Reputation: 11619
Common examples of showing Word Embedding's strength is to show semantic relationship between some words such king:queen = male:female
. How can this type of relationship be discovered? Is that through some kind of visualization based on geometric clustering? Any pointer will be appreciated.
Upvotes: 1
Views: 1074
Reputation: 53758
If by "discovered" you mean supervised learning, there are datasets that contain lots of already extracted relationships, such as "city-in-state", "capital-world", "superlative", etc.
This dataset is a popular choice for intrinsic evaluation of word vectors in completing word vector analogies. See also this question.
Efficient unsupervised extraction of these relationships can be tricky. A naive algorithm requires O(n2) time and memory, where n is the number of words in a vocabulary, which is huge.

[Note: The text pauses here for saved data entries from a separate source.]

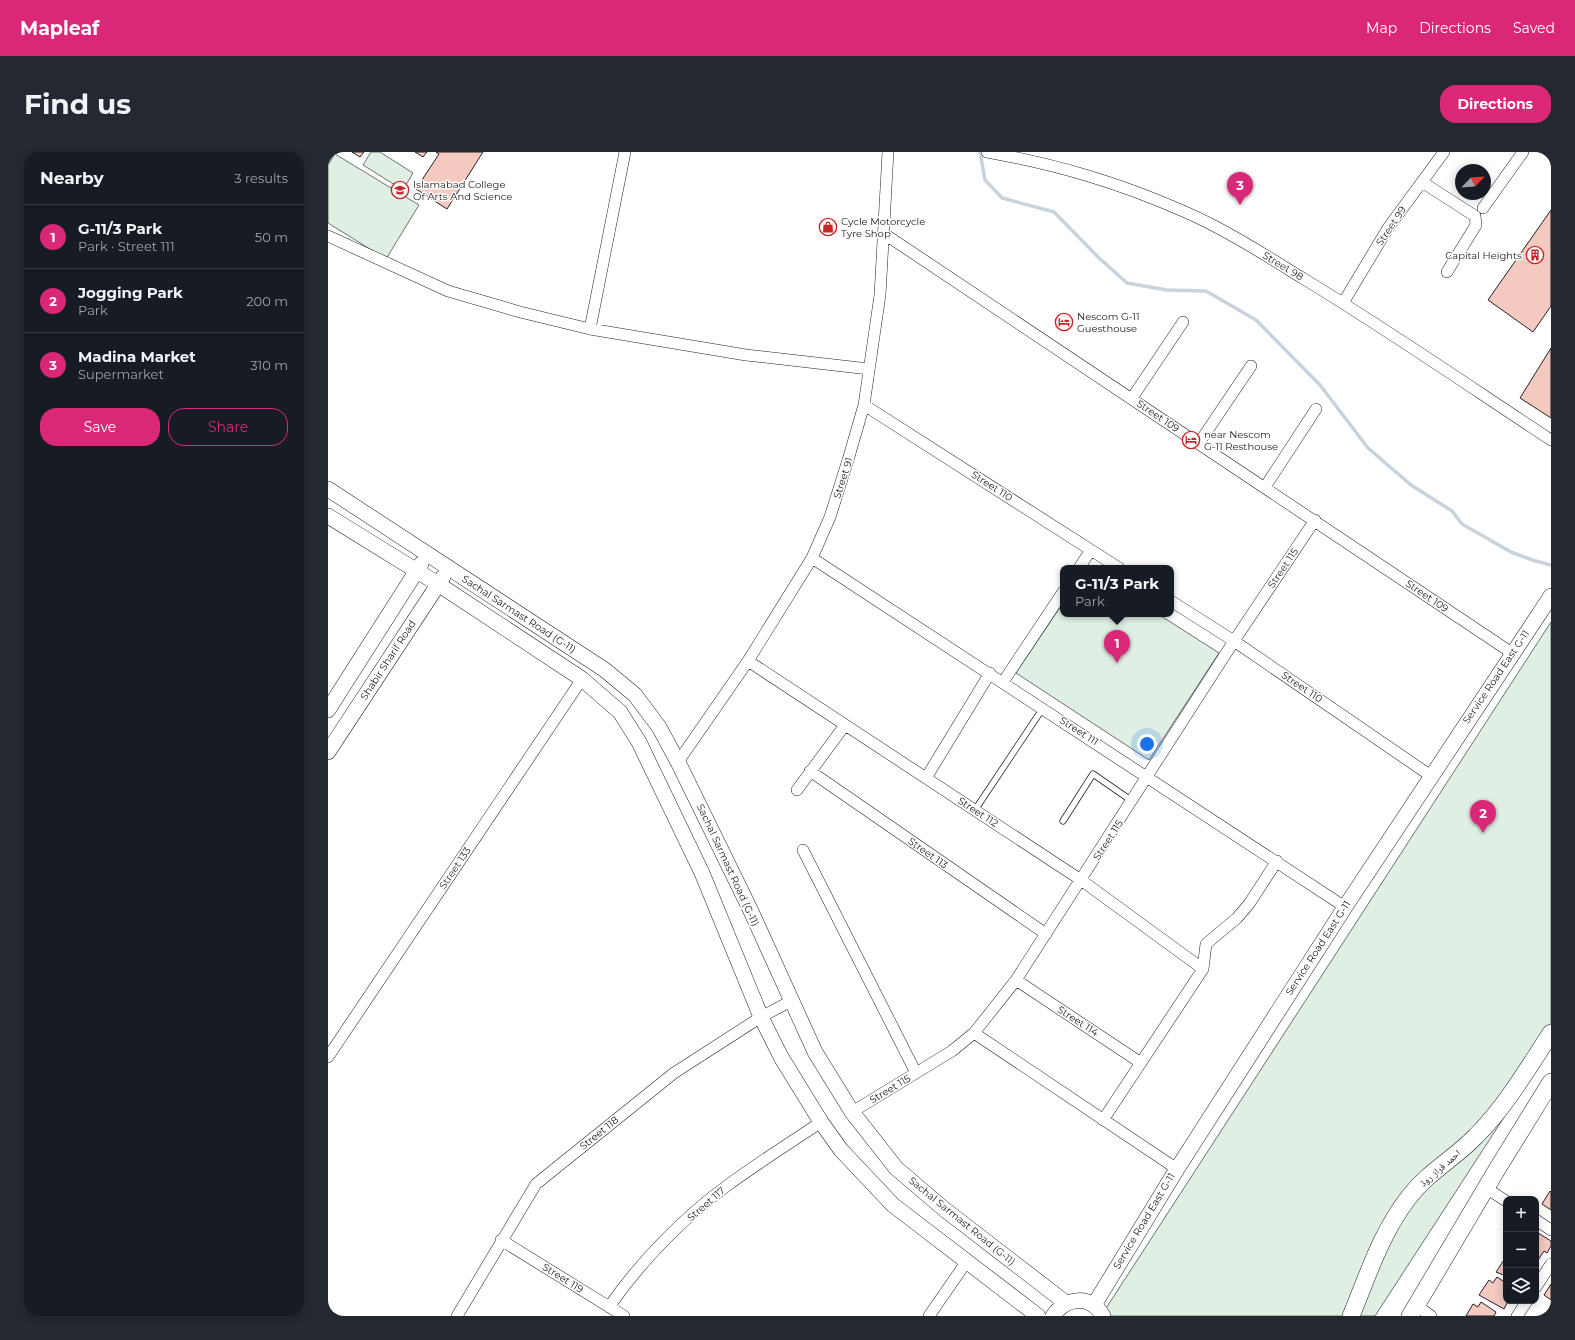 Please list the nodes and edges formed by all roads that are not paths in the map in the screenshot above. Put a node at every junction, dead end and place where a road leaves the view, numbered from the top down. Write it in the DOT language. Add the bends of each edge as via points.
graph roads {
  1 [pos="625,152"];
  2 [pos="888,152"];
  3 [pos="987,152"];
  4 [pos="1444,152"];
  5 [pos="1523,152"];
  6 [pos="1422,182"];
  7 [pos="1483,208"];
  8 [pos="883,233"];
  9 [pos="328,236"];
  10 [pos="1447,272"];
  11 [pos="1344,303"];
  12 [pos="1183,322"];
  13 [pos="590,329"];
  14 [pos="1251,366"];
  15 [pos="869,369"];
  16 [pos="1132,398"];
  17 [pos="864,405"];
  18 [pos="1316,409"];
  19 [pos="1551,440"];
  20 [pos="1199,443"];
  21 [pos="1265,487"];
  22 [pos="328,489"];
  23 [pos="328,516"];
  24 [pos="1315,520"];
  25 [pos="1091,550"];
  26 [pos="428,554"];
  27 [pos="812,558"];
  28 [pos="1081,565"];
  29 [pos="1115,565"];
  30 [pos="449,568"];
  31 [pos="416,572"];
  32 [pos="438,584"];
  33 [pos="1060,596"];
  34 [pos="1551,596"];
  35 [pos="1174,603"];
  36 [pos="1234,641"];
  37 [pos="1512,653"];
  38 [pos="748,661"];
  39 [pos="352,672"];
  40 [pos="990,673"];
  41 [pos="582,680"];
  42 [pos="1003,682"];
  43 [pos="372,684"];
  44 [pos="330,705"];
  45 [pos="1043,708"];
  46 [pos="845,725"];
  47 [pos="328,752"];
  48 [pos="678,762"];
  49 [pos="810,771"];
  50 [pos="1148,776"];
  51 [pos="1431,776"];
  52 [pos="926,778"];
  53 [pos="797,790"];
  54 [pos="1132,802"];
  55 [pos="975,810"];
  56 [pos="1063,821"];
  57 [pos="803,850"];
  58 [pos="1277,861"];
  59 [pos="1081,880"];
  60 [pos="1345,907"];
  61 [pos="1046,934"];
  62 [pos="1204,969"];
  63 [pos="1016,980"];
  64 [pos="791,1001"];
  65 [pos="761,1017"];
  66 [pos="974,1033"];
  67 [pos="1551,1033"];
  68 [pos="328,1057"];
  69 [pos="1141,1063"];
  70 [pos="916,1073"];
  71 [pos="1551,1082"];
  72 [pos="852,1112"];
  73 [pos="1103,1120"];
  74 [pos="821,1122"];
  75 [pos="1176,1169"];
  76 [pos="1486,1188"];
  77 [pos="1503,1199"];
  78 [pos="1539,1222"];
  79 [pos="1551,1230"];
  80 [pos="501,1240"];
  81 [pos="967,1261"];
  82 [pos="1551,1264"];
  83 [pos="1539,1282"];
  84 [pos="1066,1303"];
  85 [pos="1525,1304"];
  86 [pos="609,1306"];
  87 [pos="1098,1310"];
  88 [pos="1414,1311"];
  89 [pos="457,1316"];
  90 [pos="624,1316"];
  91 [pos="929,1316"];
  92 [pos="1038,1316"];
  93 [pos="1052,1316"];
  94 [pos="1351,1316"];
  95 [pos="1431,1316"];
  96 [pos="1517,1316"];
  1 -- 13 [label="street"];
  2 -- 8 [label="street, Street 91"];
  3 -- 11 [label="street, Street 98" via="1041,162 1095,177 1185,212 1250,246"];
  4 -- 6 [label="street, Street 99"];
  5 -- 7 [label="street"];
  6 -- 10 [label="street" via="1474,216 1476,220 1476,225"];
  6 -- 11 [label="street, Street 99" via="1388,228"];
  8 -- 15 [label="street, Street 91" via="880,295"];
  8 -- 16 [label="street, Street 109"];
  9 -- 13 [label="street" via="448,291"];
  11 -- 19 [label="street, Street 98"];
  12 -- 16 [label="street"];
  13 -- 15 [label="street" via="746,355"];
  14 -- 20 [label="street"];
  15 -- 17 [label="street, Street 91"];
  16 -- 20 [label="street, Street 109"];
  17 -- 25 [label="street, Street 110"];
  17 -- 27 [label="street, Street 91" via="830,517"];
  18 -- 21 [label="street"];
  20 -- 21 [label="street, Street 109"];
  21 -- 24 [label="street, Street 109"];
  22 -- 26 [label="main road, Sachal Sarmast Road (G-11)"];
  23 -- 31 [label="main road, Sachal Sarmast Road (G-11)"];
  24 -- 36 [label="street, Street 115"];
  24 -- 37 [label="street, Street 109"];
  25 -- 28 [label="street"];
  25 -- 29 [label="street, Street 110"];
  26 -- 30 [label="main road, Sachal Sarmast Road (G-11)"];
  26 -- 31 [label="main road"];
  27 -- 38 [label="street, Street 91"];
  27 -- 40 [label="street, Street 111"];
  30 -- 32 [label="main road, Shabir Sharif Road"];
  30 -- 48 [label="main road, Sachal Sarmast Road (G-11)" via="605,670 635,695 659,727"];
  31 -- 32 [label="main road, Sachal Sarmast Road (G-11)"];
  31 -- 39 [label="main road"];
  32 -- 41 [label="main road, Sachal Sarmast Road (G-11)"];
  32 -- 43 [label="main road, Shabir Sharif Road"];
  33 -- 42 [label="street"];
  34 -- 37 [label="main road, Service Road East G-11"];
  35 -- 36 [label="street, Street 110"];
  36 -- 50 [label="street, Street 115"];
  36 -- 51 [label="street, Street 110"];
  37 -- 51 [label="main road, Service Road East G-11"];
  38 -- 46 [label="street, Street 112"];
  38 -- 48 [label="street, Street 91"];
  39 -- 43 [label="main road"];
  39 -- 44 [label="main road"];
  40 -- 42 [label="street, Street 111"];
  40 -- 52 [label="street"];
  41 -- 65 [label="main road, Sachal Sarmast Road (G-11)" via="620,712 639,742 702,873"];
  41 -- 68 [label="street, Street 133"];
  42 -- 45 [label="street, Street 111"];
  43 -- 47 [label="main road, Shabir Sharif Road"];
  45 -- 50 [label="street, Street 111"];
  45 -- 55 [label="lane"];
  46 -- 49 [label="street"];
  46 -- 52 [label="street, Street 112"];
  48 -- 64 [label="main road, Sachal Sarmast Road (G-11)" via="750,909"];
  49 -- 53 [label="street"];
  49 -- 61 [label="street, Street 113"];
  50 -- 54 [label="street, Street 115"];
  50 -- 58 [label="street, Street 111"];
  51 -- 60 [label="main road, Service Road East G-11"];
  52 -- 55 [label="street, Street 112"];
  54 -- 56 [label="lane" via="1093,774"];
  54 -- 59 [label="street, Street 115"];
  55 -- 59 [label="street, Street 112"];
  57 -- 70 [label="street"];
  58 -- 60 [label="street, Street 111"];
  58 -- 62 [label="street" via="1249,904 1237,918 1206,944"];
  59 -- 61 [label="street, Street 115"];
  59 -- 62 [label="street, Street 112"];
  60 -- 75 [label="main road, Service Road East G-11"];
  61 -- 63 [label="street, Street 115"];
  62 -- 69 [label="street"];
  63 -- 66 [label="street, Street 115"];
  63 -- 69 [label="street, Street 114"];
  64 -- 65 [label="street, Street 118"];
  64 -- 72 [label="main road, Sachal Sarmast Road (G-11)" via="815,1052"];
  65 -- 74 [label="main road, Sachal Sarmast Road (G-11)" via="781,1058"];
  65 -- 80 [label="street, Street 118" via="674,1073 536,1184"];
  66 -- 70 [label="street, Street 115" via="952,1051"];
  66 -- 73 [label="street"];
  67 -- 94 [label="main road, احمد فراز روڈ" via="1488,1124 1421,1182 1409,1197 1384,1235"];
  69 -- 73 [label="street"];
  70 -- 72 [label="street, Street 115"];
  71 -- 76 [label="main road"];
  72 -- 84 [label="main road, Sachal Sarmast Road (G-11)" via="896,1168 944,1209"];
  73 -- 75 [label="street"];
  74 -- 81 [label="main road, Sachal Sarmast Road (G-11)" via="841,1150 892,1205"];
  74 -- 86 [label="street, Street 117" via="727,1185 697,1210 642,1264"];
  75 -- 87 [label="main road, Service Road East G-11"];
  76 -- 77 [label="street"];
  76 -- 88 [label="main road"];
  78 -- 79 [label="street"];
  80 -- 86 [label="street, Street 119"];
  80 -- 89 [label="street, Street 118"];
  81 -- 91 [label="street"];
  81 -- 92 [label="main road, Sachal Sarmast Road (G-11)"];
  82 -- 83 [label="street"];
  84 -- 87 [label="main road" via="1075,1300 1085,1301"];
  84 -- 93 [label="main road"];
  85 -- 96 [label="street"];
  86 -- 90 [label="street, Street 119"];
  88 -- 95 [label="street"];
}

In general, this problem boils down to efficient index construction.
But if you want just to train it yourself and play around with word embeddings, you can simply use gensim:
model = gensim.models.word2vec.Word2Vec(sentences=sentences, size=100, window=4,
workers=5, sg=1, min_count=20, iter=10)
word_vectors = model.wv
similar = word_vectors.most_similar(positive=['woman', 'king'], negative=['man'])
# [(u'queen', 0.7188869714736938), (u'empress', 0.6739267110824585), ...
Note that you'll need a big corpus for that, such as text8.
Upvotes: 1